- Data:
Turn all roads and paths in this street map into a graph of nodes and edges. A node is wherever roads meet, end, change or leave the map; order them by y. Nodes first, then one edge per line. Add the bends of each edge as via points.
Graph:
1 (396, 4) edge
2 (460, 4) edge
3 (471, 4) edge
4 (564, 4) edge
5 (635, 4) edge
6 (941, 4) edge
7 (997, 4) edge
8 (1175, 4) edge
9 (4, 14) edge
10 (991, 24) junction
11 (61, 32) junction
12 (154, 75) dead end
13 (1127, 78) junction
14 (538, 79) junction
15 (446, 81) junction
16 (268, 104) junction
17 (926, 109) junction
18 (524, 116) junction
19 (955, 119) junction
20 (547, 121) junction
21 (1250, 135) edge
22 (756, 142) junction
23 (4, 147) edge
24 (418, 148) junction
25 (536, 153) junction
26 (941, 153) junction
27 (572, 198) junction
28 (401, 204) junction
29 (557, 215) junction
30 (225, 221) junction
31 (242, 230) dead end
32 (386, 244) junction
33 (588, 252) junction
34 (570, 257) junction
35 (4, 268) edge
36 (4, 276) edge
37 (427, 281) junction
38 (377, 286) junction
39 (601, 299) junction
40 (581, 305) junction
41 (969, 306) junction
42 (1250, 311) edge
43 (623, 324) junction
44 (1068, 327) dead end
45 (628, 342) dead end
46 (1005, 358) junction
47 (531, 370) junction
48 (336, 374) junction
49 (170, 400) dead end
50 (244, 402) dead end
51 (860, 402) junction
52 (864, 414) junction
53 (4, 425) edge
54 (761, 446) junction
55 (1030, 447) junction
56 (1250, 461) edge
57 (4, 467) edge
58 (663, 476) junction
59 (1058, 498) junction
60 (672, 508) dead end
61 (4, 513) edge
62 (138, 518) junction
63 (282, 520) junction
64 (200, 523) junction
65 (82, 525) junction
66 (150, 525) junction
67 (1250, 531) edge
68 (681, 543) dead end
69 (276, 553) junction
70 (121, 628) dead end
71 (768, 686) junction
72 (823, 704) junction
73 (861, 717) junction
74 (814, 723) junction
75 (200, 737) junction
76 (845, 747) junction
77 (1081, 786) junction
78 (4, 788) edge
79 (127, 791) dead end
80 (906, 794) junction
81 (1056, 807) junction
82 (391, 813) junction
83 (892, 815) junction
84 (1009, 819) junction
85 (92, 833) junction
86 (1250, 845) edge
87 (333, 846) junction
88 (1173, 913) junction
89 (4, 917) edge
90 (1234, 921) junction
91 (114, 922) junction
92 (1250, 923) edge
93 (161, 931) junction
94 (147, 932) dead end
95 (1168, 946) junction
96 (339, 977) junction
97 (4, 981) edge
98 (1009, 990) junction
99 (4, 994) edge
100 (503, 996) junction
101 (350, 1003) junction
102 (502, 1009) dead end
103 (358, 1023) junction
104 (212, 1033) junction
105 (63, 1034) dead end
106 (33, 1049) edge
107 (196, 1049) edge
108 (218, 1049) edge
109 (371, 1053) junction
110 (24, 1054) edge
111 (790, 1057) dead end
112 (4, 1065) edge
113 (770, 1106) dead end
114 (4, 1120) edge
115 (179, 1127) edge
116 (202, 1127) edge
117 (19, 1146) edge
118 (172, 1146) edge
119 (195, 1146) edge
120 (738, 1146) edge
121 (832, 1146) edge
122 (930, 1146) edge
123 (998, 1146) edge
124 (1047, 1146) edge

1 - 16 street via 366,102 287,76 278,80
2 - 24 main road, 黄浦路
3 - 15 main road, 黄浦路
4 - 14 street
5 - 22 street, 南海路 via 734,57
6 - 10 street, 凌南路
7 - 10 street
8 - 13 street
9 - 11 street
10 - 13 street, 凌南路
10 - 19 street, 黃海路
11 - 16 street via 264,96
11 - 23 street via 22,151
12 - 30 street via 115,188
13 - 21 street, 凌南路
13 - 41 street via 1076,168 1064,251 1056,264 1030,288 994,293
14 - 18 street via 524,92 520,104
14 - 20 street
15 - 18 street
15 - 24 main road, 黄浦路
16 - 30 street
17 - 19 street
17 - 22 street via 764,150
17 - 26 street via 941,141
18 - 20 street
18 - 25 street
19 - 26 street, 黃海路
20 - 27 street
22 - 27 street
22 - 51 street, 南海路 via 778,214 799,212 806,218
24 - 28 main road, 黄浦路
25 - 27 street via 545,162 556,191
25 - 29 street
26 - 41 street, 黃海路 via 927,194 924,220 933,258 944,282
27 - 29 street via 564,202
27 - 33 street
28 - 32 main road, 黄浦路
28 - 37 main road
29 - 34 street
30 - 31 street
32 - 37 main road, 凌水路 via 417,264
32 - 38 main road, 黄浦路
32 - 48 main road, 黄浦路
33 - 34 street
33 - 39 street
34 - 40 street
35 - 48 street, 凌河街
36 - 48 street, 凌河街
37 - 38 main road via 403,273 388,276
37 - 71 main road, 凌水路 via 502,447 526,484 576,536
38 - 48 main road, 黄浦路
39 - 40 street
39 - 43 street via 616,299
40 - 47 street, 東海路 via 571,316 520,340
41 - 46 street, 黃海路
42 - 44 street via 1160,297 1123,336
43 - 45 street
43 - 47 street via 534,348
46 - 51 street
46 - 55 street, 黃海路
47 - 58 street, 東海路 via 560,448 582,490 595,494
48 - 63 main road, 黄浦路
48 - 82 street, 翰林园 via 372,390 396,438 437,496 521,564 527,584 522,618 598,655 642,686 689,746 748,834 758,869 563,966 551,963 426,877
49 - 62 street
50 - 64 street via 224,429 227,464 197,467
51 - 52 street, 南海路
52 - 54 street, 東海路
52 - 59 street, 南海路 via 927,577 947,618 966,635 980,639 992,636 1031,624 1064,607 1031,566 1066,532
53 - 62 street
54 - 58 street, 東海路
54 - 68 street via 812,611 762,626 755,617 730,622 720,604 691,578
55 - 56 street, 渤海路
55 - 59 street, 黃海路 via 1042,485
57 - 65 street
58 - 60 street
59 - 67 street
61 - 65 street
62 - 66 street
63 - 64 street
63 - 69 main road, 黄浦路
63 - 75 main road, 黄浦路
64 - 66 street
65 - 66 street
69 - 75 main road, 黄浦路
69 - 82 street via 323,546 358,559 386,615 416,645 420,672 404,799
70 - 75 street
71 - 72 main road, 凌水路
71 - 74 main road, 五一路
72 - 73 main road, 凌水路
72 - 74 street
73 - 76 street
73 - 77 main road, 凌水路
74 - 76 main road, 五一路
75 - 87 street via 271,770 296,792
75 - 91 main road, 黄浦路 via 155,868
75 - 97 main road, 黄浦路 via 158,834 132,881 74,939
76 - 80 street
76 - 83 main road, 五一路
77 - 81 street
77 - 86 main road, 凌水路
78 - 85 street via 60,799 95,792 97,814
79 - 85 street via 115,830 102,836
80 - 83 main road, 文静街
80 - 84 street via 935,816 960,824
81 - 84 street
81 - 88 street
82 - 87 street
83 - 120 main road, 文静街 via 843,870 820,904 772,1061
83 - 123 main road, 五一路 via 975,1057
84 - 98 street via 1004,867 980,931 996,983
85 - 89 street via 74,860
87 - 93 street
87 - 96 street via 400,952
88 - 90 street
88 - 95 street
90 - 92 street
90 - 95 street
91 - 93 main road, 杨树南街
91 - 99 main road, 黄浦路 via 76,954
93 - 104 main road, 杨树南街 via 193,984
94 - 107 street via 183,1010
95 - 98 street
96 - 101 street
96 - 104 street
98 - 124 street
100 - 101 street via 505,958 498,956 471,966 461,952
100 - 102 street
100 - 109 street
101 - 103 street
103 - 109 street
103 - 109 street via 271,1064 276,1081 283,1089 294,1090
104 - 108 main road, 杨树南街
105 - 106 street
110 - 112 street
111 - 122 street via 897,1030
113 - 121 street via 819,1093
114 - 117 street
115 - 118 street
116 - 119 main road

- What you have to do: Give only the number of lines in the records that contain the string "杨树南街".

- Expected output: 3